Le trouble étant apaisé, un membre (M. Henri Lacoste) parvint à se faire entendre. «Le voile est donc déchiré, dit-il, nos malheurs sont connus; quelque affreux que soient nos désastres, peut-être ne nous les a-t-on point encore entièrement révélés. Je ne discuterai point les communications qui nous ont été faites: le moment n'est point venu de demander compte au chef de l'état du sang de nos braves et de la perte de l'honneur national: mais je lui demanderai, au nom du salut public, de nous dévoiler le secret de ses pensées, de sa politique; de nous apprendre le moyen de fermer l'abîme ouvert sous nos pas. Vous nous parlez d'indépendance nationale, vous nous parlez de paix, ministres de Napoléon; mais quelle nouvelle base donnerez-vous à vos négociations? Quel nouveau moyen de communication avez-vous en votre pouvoir? Vous le savez, comme nous, c'est à Napoléon seul que l'Europe a déclaré la guerre! Séparez-vous désormais la nation de Napoléon? Pour moi, je le déclare, je ne vois qu'un homme entre la paix et nous. Qu'il parte, et la patrie sera sauvée!»

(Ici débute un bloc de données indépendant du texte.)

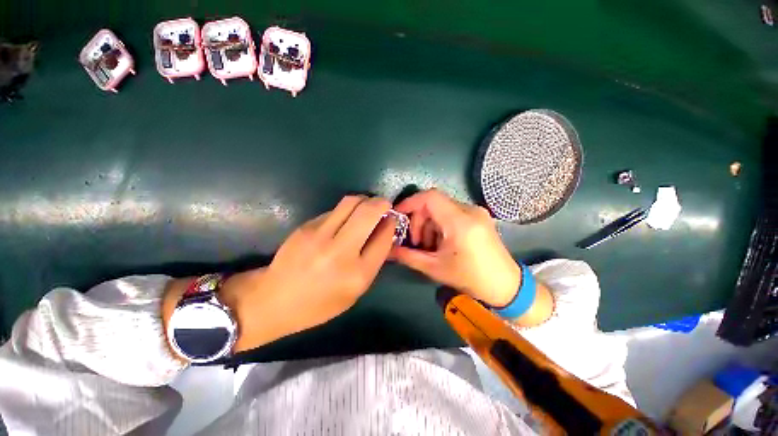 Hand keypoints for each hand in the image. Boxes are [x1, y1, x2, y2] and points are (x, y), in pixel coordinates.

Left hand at [220, 195, 395, 351]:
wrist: (274, 300)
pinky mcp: (307, 226)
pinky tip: (343, 220)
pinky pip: (334, 210)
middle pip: (369, 212)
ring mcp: (320, 236)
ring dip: (364, 200)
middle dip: (381, 203)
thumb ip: (373, 261)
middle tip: (383, 205)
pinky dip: (345, 211)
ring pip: (351, 202)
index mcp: (357, 274)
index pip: (384, 237)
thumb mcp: (355, 292)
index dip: (391, 223)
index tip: (392, 219)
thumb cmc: (319, 303)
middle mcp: (341, 252)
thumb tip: (385, 231)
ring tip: (365, 208)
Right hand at [390, 189, 520, 306]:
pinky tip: (442, 242)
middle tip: (417, 242)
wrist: (505, 285)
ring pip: (442, 208)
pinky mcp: (479, 216)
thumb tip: (387, 250)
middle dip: (419, 220)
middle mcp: (469, 210)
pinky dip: (441, 224)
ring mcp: (476, 212)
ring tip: (430, 246)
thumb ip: (408, 256)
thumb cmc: (470, 278)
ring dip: (430, 223)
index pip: (429, 197)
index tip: (399, 215)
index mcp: (459, 221)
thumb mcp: (435, 268)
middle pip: (434, 203)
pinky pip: (452, 212)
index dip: (410, 202) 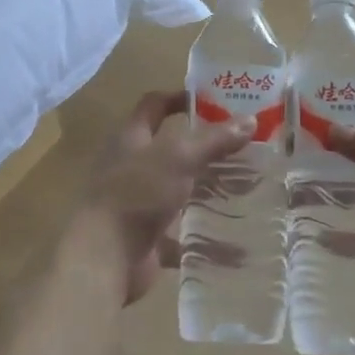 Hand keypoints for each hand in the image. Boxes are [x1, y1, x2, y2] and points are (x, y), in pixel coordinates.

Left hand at [82, 91, 251, 303]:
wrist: (105, 257)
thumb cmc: (137, 194)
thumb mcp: (178, 158)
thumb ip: (213, 140)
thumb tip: (250, 120)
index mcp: (132, 139)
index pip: (154, 105)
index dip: (180, 97)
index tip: (214, 99)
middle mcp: (133, 167)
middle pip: (171, 149)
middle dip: (206, 148)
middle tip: (244, 146)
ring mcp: (140, 203)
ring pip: (179, 191)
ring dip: (208, 191)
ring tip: (248, 187)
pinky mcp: (148, 237)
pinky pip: (182, 234)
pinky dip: (206, 238)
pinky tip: (236, 240) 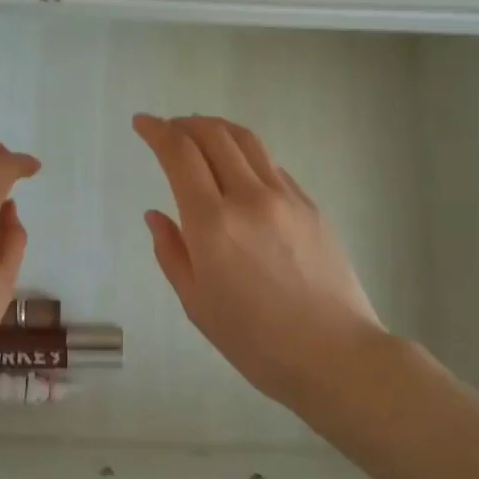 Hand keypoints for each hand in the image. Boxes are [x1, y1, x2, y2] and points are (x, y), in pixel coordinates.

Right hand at [133, 113, 386, 410]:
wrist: (336, 356)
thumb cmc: (257, 342)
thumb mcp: (197, 304)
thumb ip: (171, 252)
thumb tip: (156, 215)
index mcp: (212, 224)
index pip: (179, 154)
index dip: (157, 131)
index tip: (142, 123)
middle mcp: (248, 197)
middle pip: (213, 135)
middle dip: (184, 123)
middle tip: (168, 128)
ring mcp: (285, 197)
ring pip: (246, 141)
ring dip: (217, 128)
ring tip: (201, 133)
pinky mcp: (310, 205)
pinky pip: (271, 165)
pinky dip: (246, 155)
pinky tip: (240, 170) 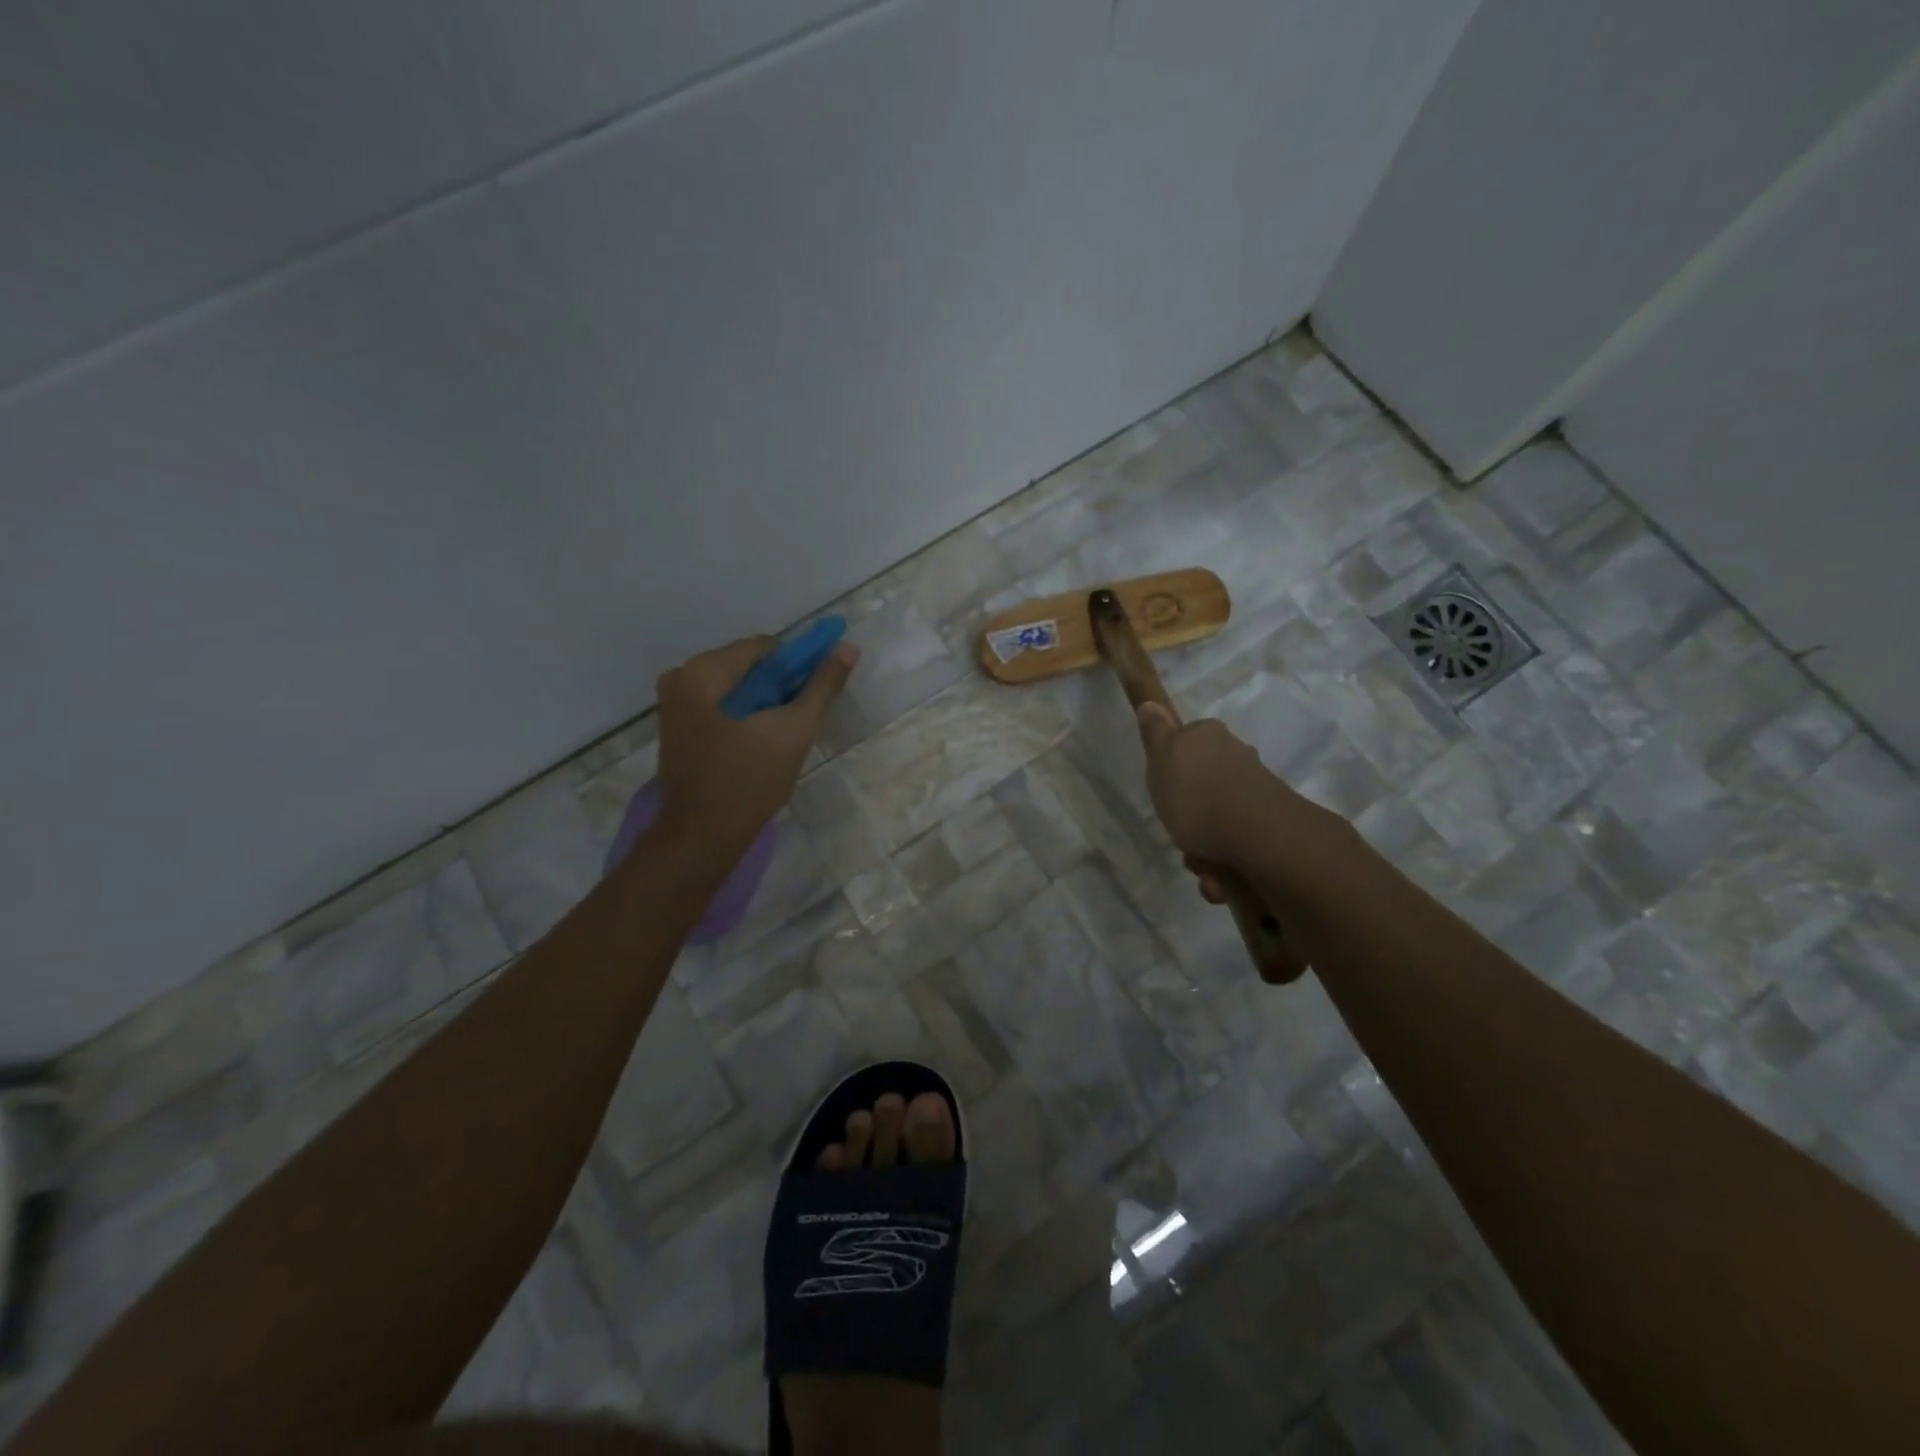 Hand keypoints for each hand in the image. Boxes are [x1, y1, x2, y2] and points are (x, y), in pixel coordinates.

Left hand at [654, 634, 857, 862]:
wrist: (702, 837)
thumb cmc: (749, 781)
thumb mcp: (794, 730)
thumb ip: (822, 685)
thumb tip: (848, 647)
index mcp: (703, 671)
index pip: (765, 648)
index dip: (798, 666)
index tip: (813, 696)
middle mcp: (680, 677)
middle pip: (747, 666)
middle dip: (778, 687)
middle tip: (798, 721)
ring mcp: (672, 703)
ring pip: (735, 687)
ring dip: (762, 703)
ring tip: (780, 737)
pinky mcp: (675, 727)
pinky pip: (719, 706)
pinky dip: (743, 716)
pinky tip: (758, 743)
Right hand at [1134, 701, 1340, 868]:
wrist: (1261, 838)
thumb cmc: (1199, 796)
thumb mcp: (1162, 760)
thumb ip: (1155, 734)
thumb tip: (1151, 703)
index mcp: (1210, 738)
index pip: (1186, 744)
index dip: (1173, 769)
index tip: (1164, 792)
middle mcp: (1237, 758)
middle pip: (1203, 787)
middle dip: (1189, 819)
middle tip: (1180, 838)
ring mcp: (1258, 792)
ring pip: (1218, 822)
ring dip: (1205, 852)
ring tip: (1203, 870)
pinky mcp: (1272, 826)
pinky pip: (1238, 847)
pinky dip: (1226, 868)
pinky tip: (1221, 881)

Le prince Lucien essaya de répondre à cette violente attaque. «Eh quoi! dit-il, aurions-nous encore la faiblesse de croire au langage de nos ennemis? lorsque pour la première fois, la victoire nous fut infidèle, ne nous jurèrent-ils pas, en présence de Dieu et des hommes, qu'ils respecteraient notre indépendance et nos lois? Ne donnons point une seconde fois dans le piége qu'ils tendent à notre confiance, à notre crédulité. Leur but, en cherchant à isoler la nation de l'Empereur, est de nous désunir pour nous vaincre et nous replonger plus facilement dans l'abaissement et l'esclavage dont son retour nous a délivrés. Je vous en conjure, citoyens, au nom sacré de la patrie, ralliez-vous tous autour du chef que la nation vient de replacer si solennellement à sa tête. Songez que notre salut dépend de notre union, et que vous ne pourriez vous séparer de l'Empereur et l'abandonner à ses ennemis, sans perdre l'état, sans manquer à vos sermens, sans flétrir à jamais l'honneur national.»

Ce discours, prononcé au milieu du choc des partis, fut étouffé, interrompu par le bruit tumultueux de l'assemblée; peu de députés l'écoutèrent, l'entendirent: cependant les esprits, étonnés du coup qu'on voulait porter à Napoléon, paraissaient inquiets, irrésolus. Le duc de Vicence, le prince d'Eckmuhl, avaient donné des explications satisfaisantes; l'un sur les moyens de s'entendre avec les alliés; l'autre sur l'approche imaginaire des troupes destinées à agir contre la représentation nationale. Les amis de l'Empereur étaient parvenus à rallier à sa cause la majorité de l'assemblée, et tout semblait présager une issue favorable, lorsqu'un des ennemis de l'Empereur (M. de Lafayette) parvint à prendre la parole.--«Vous nous accusez, dit-il, en apostrophant le prince Lucien, de manquer à nos devoirs, envers l'honneur et envers Napoléon. Avez-vous oublié tout ce que nous avons fait pour lui? avez-vous oublié que nous l'avons suivi dans les sables de l'Afrique, dans les déserts de la Russie, et que les ossemens de nos enfans, de nos frères, attestent partout notre fidélité? Nous avons assez fait pour lui; maintenant notre devoir est de sauver la patrie.» Une foule de voix s'élevèrent confusément pour accuser et défendre Napoléon. M. Manuel, M. Dupin signalèrent les dangers dont la France était menacée. Ils firent entrevoir les moyens de la préserver, mais n'osèrent point prononcer le mot d'abdication: tant est difficile à vaincre le respect qu'inspire un grand homme!